THE TASK
Reproduce exactly the entries from the "wrist: (464, 531)" line to the end. Skip all pictures.

BEGIN

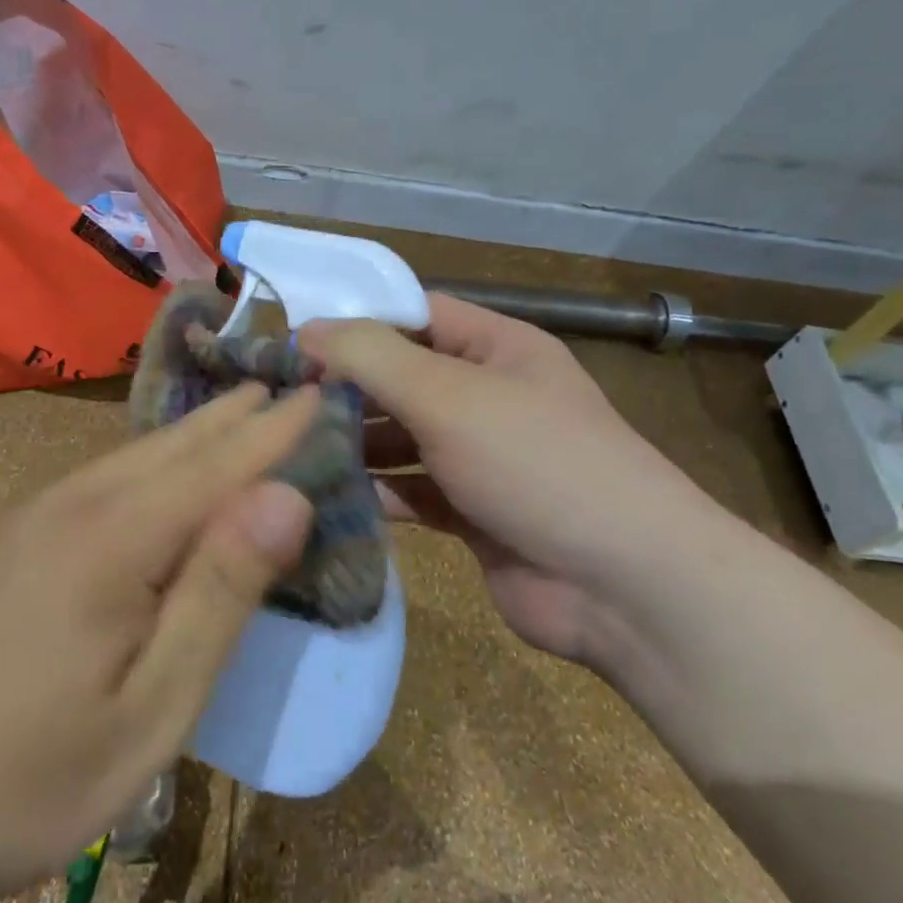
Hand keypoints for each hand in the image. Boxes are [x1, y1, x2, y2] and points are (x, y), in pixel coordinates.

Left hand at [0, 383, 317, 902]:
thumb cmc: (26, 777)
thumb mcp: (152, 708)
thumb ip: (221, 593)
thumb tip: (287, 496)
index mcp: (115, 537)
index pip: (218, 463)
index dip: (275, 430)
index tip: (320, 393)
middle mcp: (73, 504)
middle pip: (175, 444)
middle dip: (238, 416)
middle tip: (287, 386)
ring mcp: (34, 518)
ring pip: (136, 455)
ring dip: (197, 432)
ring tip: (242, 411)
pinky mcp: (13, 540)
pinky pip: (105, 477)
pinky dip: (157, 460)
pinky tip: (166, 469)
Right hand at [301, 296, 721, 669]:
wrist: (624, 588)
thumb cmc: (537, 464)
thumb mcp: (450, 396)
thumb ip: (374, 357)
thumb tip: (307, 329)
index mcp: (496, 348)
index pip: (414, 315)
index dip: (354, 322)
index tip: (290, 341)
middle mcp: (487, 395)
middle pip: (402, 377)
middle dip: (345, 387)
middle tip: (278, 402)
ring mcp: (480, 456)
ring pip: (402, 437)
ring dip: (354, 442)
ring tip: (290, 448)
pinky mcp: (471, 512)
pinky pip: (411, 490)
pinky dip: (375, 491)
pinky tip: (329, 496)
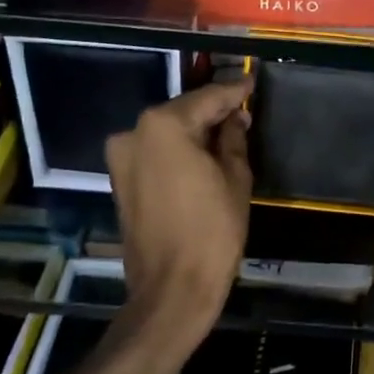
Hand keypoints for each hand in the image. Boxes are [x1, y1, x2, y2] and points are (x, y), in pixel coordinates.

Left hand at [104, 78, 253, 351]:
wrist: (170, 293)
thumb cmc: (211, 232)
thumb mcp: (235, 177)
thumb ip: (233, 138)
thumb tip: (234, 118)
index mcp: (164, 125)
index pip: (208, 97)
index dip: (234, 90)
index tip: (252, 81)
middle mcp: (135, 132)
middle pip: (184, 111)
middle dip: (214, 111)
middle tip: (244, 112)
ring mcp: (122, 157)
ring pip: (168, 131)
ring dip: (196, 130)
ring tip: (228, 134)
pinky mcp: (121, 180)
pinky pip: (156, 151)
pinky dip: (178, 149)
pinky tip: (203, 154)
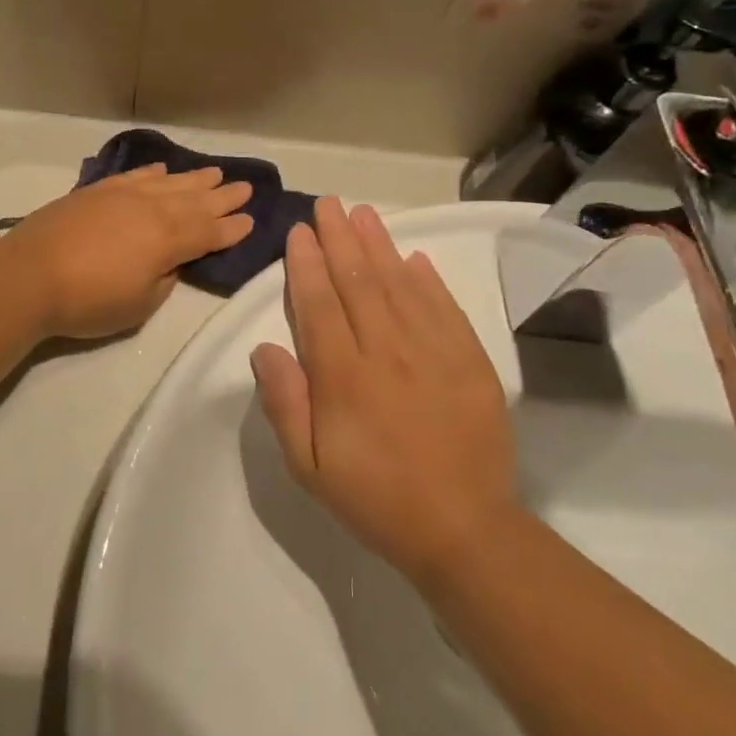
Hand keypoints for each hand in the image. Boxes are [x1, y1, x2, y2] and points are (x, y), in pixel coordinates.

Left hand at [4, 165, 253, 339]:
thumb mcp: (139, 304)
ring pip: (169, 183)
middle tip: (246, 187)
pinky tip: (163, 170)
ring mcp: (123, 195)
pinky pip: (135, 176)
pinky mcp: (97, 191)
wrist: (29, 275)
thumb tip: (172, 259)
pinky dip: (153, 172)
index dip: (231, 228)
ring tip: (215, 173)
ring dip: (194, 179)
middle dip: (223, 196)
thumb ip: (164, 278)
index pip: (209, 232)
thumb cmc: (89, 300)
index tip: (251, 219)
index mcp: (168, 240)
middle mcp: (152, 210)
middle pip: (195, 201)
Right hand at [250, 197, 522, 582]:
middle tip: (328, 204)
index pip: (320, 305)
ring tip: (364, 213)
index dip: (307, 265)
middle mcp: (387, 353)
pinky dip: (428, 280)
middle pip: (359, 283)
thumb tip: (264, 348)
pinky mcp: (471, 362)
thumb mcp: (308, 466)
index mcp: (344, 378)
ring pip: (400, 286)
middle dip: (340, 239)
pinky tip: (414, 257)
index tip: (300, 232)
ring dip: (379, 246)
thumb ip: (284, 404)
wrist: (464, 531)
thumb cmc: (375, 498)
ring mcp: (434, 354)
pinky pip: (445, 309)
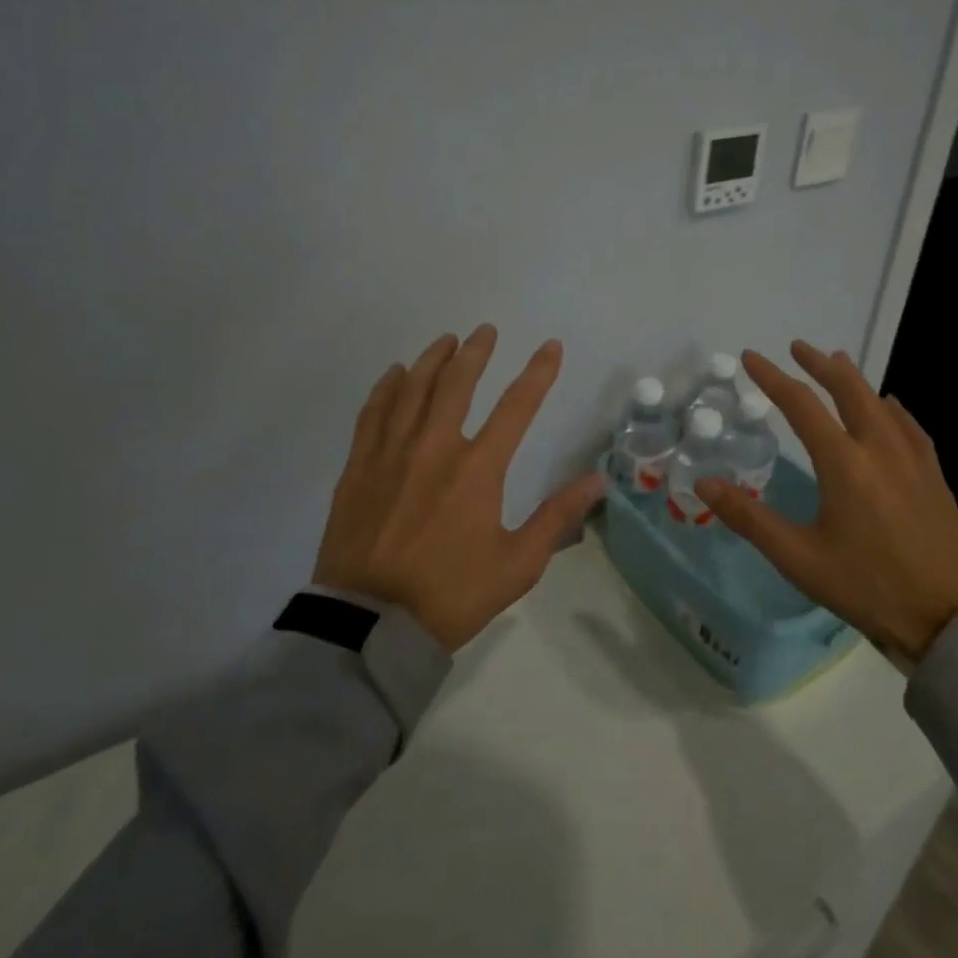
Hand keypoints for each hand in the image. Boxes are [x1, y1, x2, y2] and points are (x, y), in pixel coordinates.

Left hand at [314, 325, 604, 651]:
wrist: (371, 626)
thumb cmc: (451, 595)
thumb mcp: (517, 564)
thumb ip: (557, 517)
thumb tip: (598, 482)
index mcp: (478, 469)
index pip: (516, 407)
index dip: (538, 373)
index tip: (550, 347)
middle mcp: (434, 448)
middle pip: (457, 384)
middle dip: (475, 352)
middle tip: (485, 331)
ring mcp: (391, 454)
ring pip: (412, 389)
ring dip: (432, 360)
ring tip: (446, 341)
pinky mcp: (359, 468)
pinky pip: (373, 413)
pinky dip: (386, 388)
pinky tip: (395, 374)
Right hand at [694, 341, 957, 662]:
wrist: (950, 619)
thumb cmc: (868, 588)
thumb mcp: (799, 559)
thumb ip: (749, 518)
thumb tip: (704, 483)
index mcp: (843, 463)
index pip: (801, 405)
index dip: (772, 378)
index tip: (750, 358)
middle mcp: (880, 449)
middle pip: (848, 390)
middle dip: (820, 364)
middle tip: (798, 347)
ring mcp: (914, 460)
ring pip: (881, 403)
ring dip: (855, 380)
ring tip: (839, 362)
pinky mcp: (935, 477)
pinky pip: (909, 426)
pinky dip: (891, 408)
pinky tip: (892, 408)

END

EXERCISE RESULT
wrist: (464, 531)
thumb cmc: (375, 498)
ring mcp: (434, 354)
pinky pip: (445, 309)
Hand keypoints for each hand in the image. Boxes are [x1, y1, x2, y2] and points are (x, y), in pixel coordinates.

Left hand at [314, 325, 604, 651]:
wrist: (371, 626)
thumb cmc: (451, 595)
thumb mcp: (517, 564)
thumb ip: (557, 517)
thumb tip: (598, 482)
index mcp: (478, 469)
index pip: (516, 407)
index dip: (538, 373)
index tip: (550, 347)
middle mcp: (434, 448)
middle pip: (457, 384)
middle dip: (475, 352)
middle tip: (485, 331)
ring mcp: (391, 454)
ring pip: (412, 389)
ring dip: (432, 360)
ring tip: (446, 341)
pinky mcp: (359, 468)
pinky pip: (373, 413)
pinky dip: (386, 388)
pinky tip: (395, 374)
Right hand at [694, 341, 957, 662]:
wrist: (950, 619)
thumb cmc: (868, 588)
thumb mcp: (799, 559)
thumb ip: (749, 518)
thumb tip: (704, 483)
index mcp: (843, 463)
index pip: (801, 405)
index dip: (772, 378)
index tip: (750, 358)
middle mcp: (880, 449)
middle pip: (848, 390)
middle dip: (820, 364)
middle tip: (798, 347)
ring mcp: (914, 460)
ring pip: (881, 403)
ring dip: (855, 380)
ring tip: (839, 362)
pinky mcp: (935, 477)
pinky pip: (909, 426)
pinky dip: (891, 408)
pinky tip: (892, 408)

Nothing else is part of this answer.